JunsolKim opened this issue Jan 10, 2022 · 25 comments

Comments

@JunsolKim
Copy link

JunsolKim commented Jan 10, 2022

Post your response to our challenge questions.

First, write down two intuitions you have about broad content patterns you will discover in your data. These can be the same as those from last week...or they can evolve based on last week's explorations and the novel possibilities that emerge from continuous, high-dimensional embeddings. As before, place an asterisk next to the one you expect most firmly, and a plus next to the one that, if true, would be the biggest or most important surprise to others (especially the research community to whom you might communicate it, if robustly supported).
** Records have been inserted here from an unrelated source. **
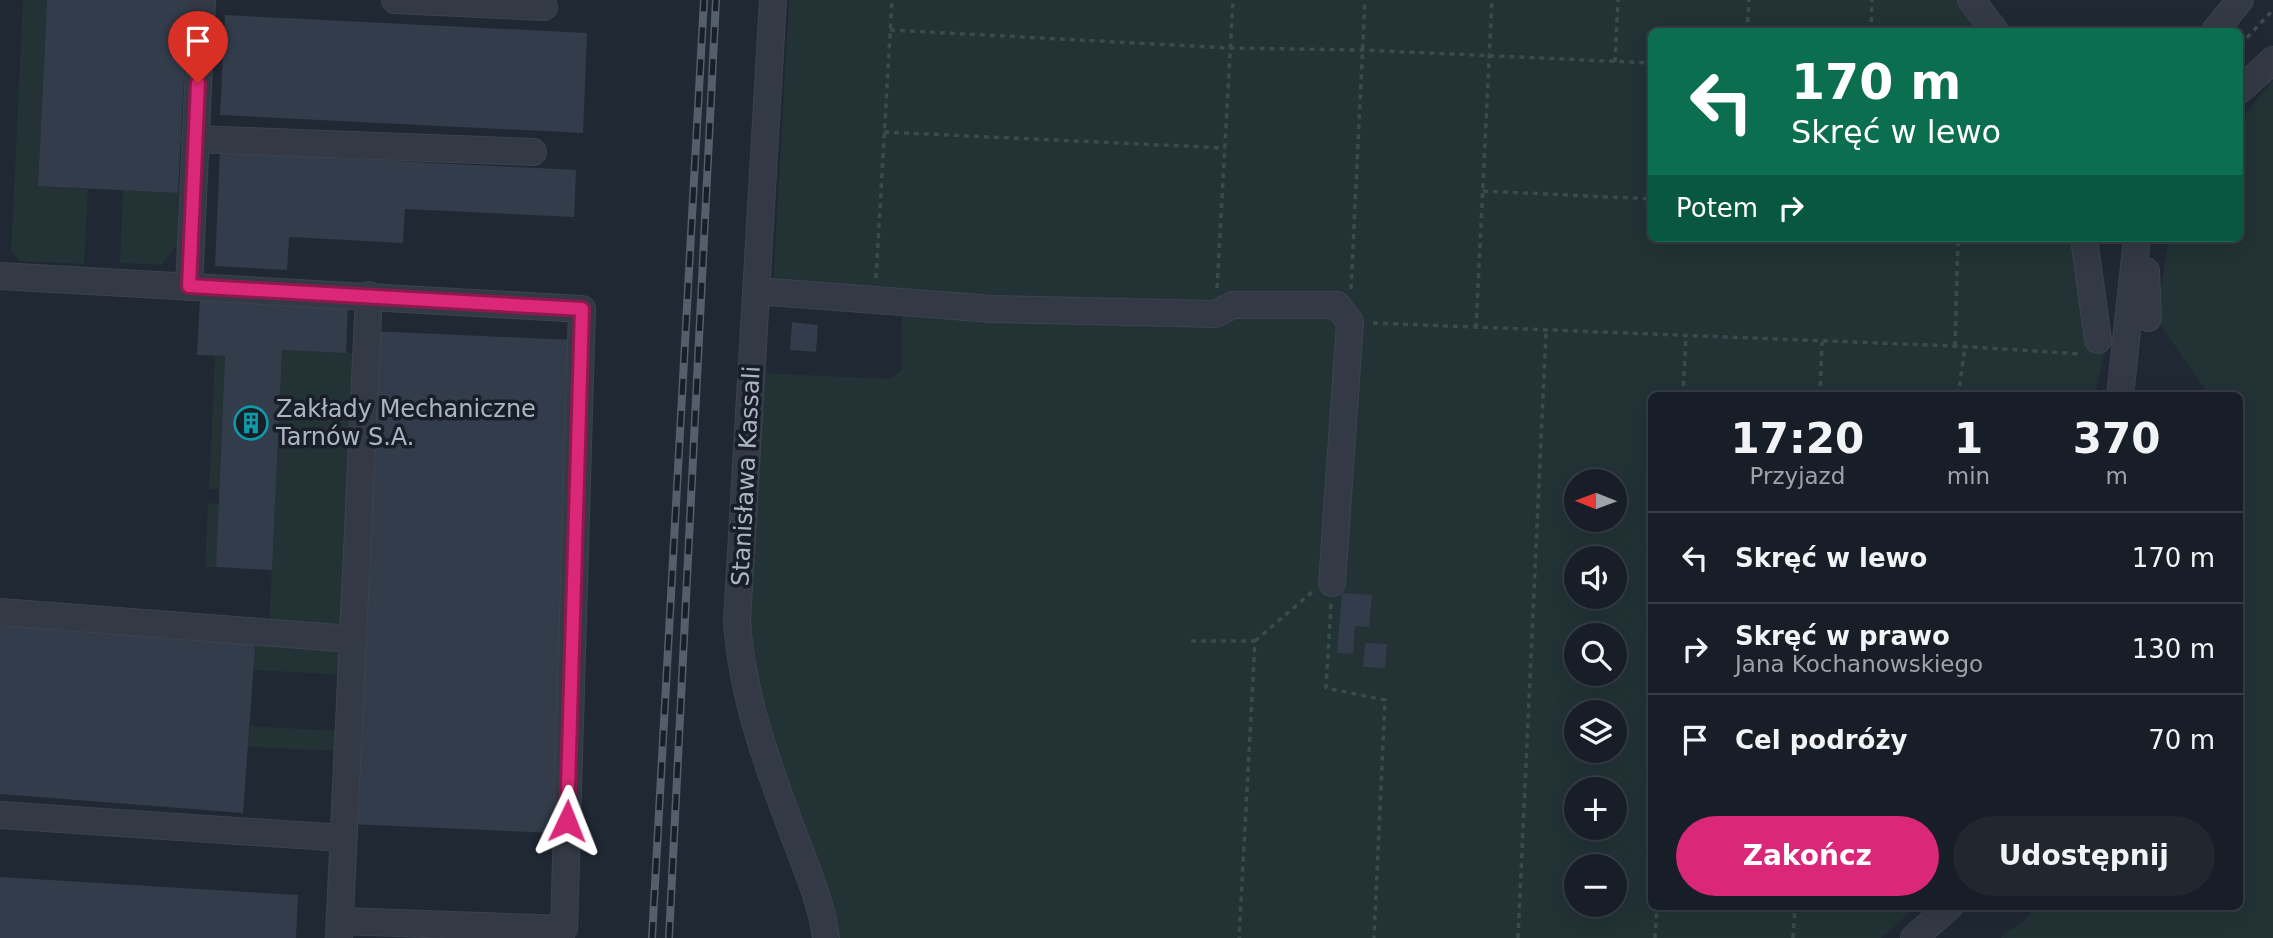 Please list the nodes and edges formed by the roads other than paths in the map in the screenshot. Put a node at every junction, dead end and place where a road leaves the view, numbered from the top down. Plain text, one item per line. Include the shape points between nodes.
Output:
1 (202, 0) edge
2 (395, 0) edge
3 (773, 0) edge
4 (1971, 0) edge
5 (2221, 0) edge
6 (2240, 0) edge
7 (544, 7) dead end
8 (1993, 28) edge
9 (2204, 28) edge
10 (2217, 28) edge
11 (2273, 60) edge
12 (2243, 87) edge
13 (195, 139) junction
14 (533, 152) dead end
15 (2085, 242) edge
16 (2137, 242) edge
17 (2146, 242) edge
18 (0, 276) edge
19 (189, 286) junction
20 (757, 291) junction
21 (369, 295) junction
22 (2148, 318) dead end
23 (2098, 340) road end
24 (2120, 392) edge
25 (1332, 586) road end
26 (0, 612) edge
27 (352, 639) junction
28 (0, 815) edge
29 (344, 838) junction
30 (1946, 910) edge
31 (340, 929) edge
32 (826, 938) edge
33 (1914, 938) edge

1 - 13 street
2 - 7 street
3 - 20 street, Stanisława Kassali
4 - 8 street
5 - 9 street
6 - 10 street
11 - 12 street
13 - 14 street
13 - 19 street
15 - 23 street
16 - 24 street
17 - 22 street
18 - 19 street
19 - 21 street
20 - 25 street via 993,309 1215,314 1233,305 1337,305 1356,322
20 - 32 street, Stanisława Kassali via 737,621 740,667 750,708 810,875
21 - 27 street
21 - 31 street via 582,309 564,929
26 - 27 street
27 - 29 street
28 - 29 street
29 - 31 street
30 - 33 street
Note that these expectations become the basis of abduction--to condition your surprise. Second, describe the dataset(s) on which you will build an embedding model to explore these intuitions. Then place (a) a link to the data, (b) a script to download and clean it, (c) a reference to a class dataset, (d) an invitation for a TA to contact you about it, OR (e) a brief explanation why the data cannot be made available. Please do NOT spend time/space explaining the precise embedding or analysis strategy you will use to explore your intuitions. (Then upvote the 5 most interesting, relevant and challenging challenge responses from others).

@konratp
Copy link

konratp commented Feb 3, 2022

Two intuitions:

The semantic networks in speeches given by East German members of the Bundestag differ significantly from those given by West German members of the Bundestag

*Over time (post-1990), the above difference will become less noticeable within parties, but East German (and) right-wing extremist parties will occupy an increasingly distinguishable semantic space.

Data:

The dataset I will be drawing on is the first corpus containing speeches given in the German Bundestag, spotty before 1990 but comprehensive after 1990. I will only analyze those speeches given after the German reunification in 1990. The data can be found here. I would also love to discuss this dataset with anyone who's interested in the project!

@Jasmine97Huang
Copy link

Intuitions:

Computing word embeddings for popular music lyric corpus from 1970s-2010s will allow me to analyze the shifts in the connotations of gender-slurs. I expect to see trends for such words towards neutrality, or even positivity. However, hegemonic gender associations are expected to be present overtime.

Data:
Billboard and Spotify data available on request.

@Qiuyu-Li
Copy link

Qiuyu-Li commented Feb 3, 2022

Intuitions:

  1. The similarity or relatedness between news reports in two different countries can be used to identify big events in the two countries. The intuition is that news media from two different countries care about different problems. When they start reporting the same issue, it must be very important and has global impacts.
  2. The auto-similarity of news media can be used to track recurring topics in history.

Data:
(d) Dear TA: I'm a little bit attracted by my ideas the moment I wrote them down. Do you think they are interesting and novel enough to work on? If they are, is there any data source you would recommend for me to explore? Thank you!

@isaduan
Copy link

isaduan commented Feb 4, 2022

Intuitions:

1. The similarity or relatedness between news reports in two different countries can be used to identify big events in the two countries. The intuition is that news media from two different countries care about different problems. When they start reporting the same issue, it must be very important and has global impacts.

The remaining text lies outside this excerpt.